[Entries taken from a collection]
---

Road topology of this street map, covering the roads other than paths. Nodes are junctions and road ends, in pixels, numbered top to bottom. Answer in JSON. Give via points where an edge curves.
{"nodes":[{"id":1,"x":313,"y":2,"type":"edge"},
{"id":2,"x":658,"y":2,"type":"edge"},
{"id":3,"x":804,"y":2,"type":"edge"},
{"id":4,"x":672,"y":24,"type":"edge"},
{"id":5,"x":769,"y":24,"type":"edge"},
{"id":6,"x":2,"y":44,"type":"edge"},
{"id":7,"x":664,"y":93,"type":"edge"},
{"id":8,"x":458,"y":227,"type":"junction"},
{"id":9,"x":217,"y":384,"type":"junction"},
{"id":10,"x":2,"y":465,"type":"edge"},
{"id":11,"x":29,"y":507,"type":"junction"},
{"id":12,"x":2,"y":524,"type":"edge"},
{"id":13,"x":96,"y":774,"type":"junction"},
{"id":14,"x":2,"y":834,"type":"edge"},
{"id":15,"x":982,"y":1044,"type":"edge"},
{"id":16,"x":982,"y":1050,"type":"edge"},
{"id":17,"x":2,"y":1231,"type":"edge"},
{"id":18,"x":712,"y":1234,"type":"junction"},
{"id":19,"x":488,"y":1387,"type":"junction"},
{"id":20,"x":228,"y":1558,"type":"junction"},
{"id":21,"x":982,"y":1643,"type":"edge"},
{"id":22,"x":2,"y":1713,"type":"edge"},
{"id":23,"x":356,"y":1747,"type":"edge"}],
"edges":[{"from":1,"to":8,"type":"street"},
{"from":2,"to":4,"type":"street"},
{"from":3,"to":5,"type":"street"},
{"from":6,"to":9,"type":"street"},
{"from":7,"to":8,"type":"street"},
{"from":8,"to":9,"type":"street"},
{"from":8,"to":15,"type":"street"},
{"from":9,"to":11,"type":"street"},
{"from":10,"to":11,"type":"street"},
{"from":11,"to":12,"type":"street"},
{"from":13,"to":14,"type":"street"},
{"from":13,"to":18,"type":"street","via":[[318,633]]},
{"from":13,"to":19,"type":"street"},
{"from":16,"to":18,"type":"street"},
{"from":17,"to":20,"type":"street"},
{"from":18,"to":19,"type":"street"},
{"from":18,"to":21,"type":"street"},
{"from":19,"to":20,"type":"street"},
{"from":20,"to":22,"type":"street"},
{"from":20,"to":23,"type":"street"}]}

---

▶ WORK ORDER
Each line of the data above must be restated word for word.

▶ PROBLEM SOLUTION
Road topology of this street map, covering the roads other than paths. Nodes are junctions and road ends, in pixels, numbered top to bottom. Answer in JSON. Give via points where an edge curves.
{"nodes":[{"id":1,"x":313,"y":2,"type":"edge"},
{"id":2,"x":658,"y":2,"type":"edge"},
{"id":3,"x":804,"y":2,"type":"edge"},
{"id":4,"x":672,"y":24,"type":"edge"},
{"id":5,"x":769,"y":24,"type":"edge"},
{"id":6,"x":2,"y":44,"type":"edge"},
{"id":7,"x":664,"y":93,"type":"edge"},
{"id":8,"x":458,"y":227,"type":"junction"},
{"id":9,"x":217,"y":384,"type":"junction"},
{"id":10,"x":2,"y":465,"type":"edge"},
{"id":11,"x":29,"y":507,"type":"junction"},
{"id":12,"x":2,"y":524,"type":"edge"},
{"id":13,"x":96,"y":774,"type":"junction"},
{"id":14,"x":2,"y":834,"type":"edge"},
{"id":15,"x":982,"y":1044,"type":"edge"},
{"id":16,"x":982,"y":1050,"type":"edge"},
{"id":17,"x":2,"y":1231,"type":"edge"},
{"id":18,"x":712,"y":1234,"type":"junction"},
{"id":19,"x":488,"y":1387,"type":"junction"},
{"id":20,"x":228,"y":1558,"type":"junction"},
{"id":21,"x":982,"y":1643,"type":"edge"},
{"id":22,"x":2,"y":1713,"type":"edge"},
{"id":23,"x":356,"y":1747,"type":"edge"}],
"edges":[{"from":1,"to":8,"type":"street"},
{"from":2,"to":4,"type":"street"},
{"from":3,"to":5,"type":"street"},
{"from":6,"to":9,"type":"street"},
{"from":7,"to":8,"type":"street"},
{"from":8,"to":9,"type":"street"},
{"from":8,"to":15,"type":"street"},
{"from":9,"to":11,"type":"street"},
{"from":10,"to":11,"type":"street"},
{"from":11,"to":12,"type":"street"},
{"from":13,"to":14,"type":"street"},
{"from":13,"to":18,"type":"street","via":[[318,633]]},
{"from":13,"to":19,"type":"street"},
{"from":16,"to":18,"type":"street"},
{"from":17,"to":20,"type":"street"},
{"from":18,"to":19,"type":"street"},
{"from":18,"to":21,"type":"street"},
{"from":19,"to":20,"type":"street"},
{"from":20,"to":22,"type":"street"},
{"from":20,"to":23,"type":"street"}]}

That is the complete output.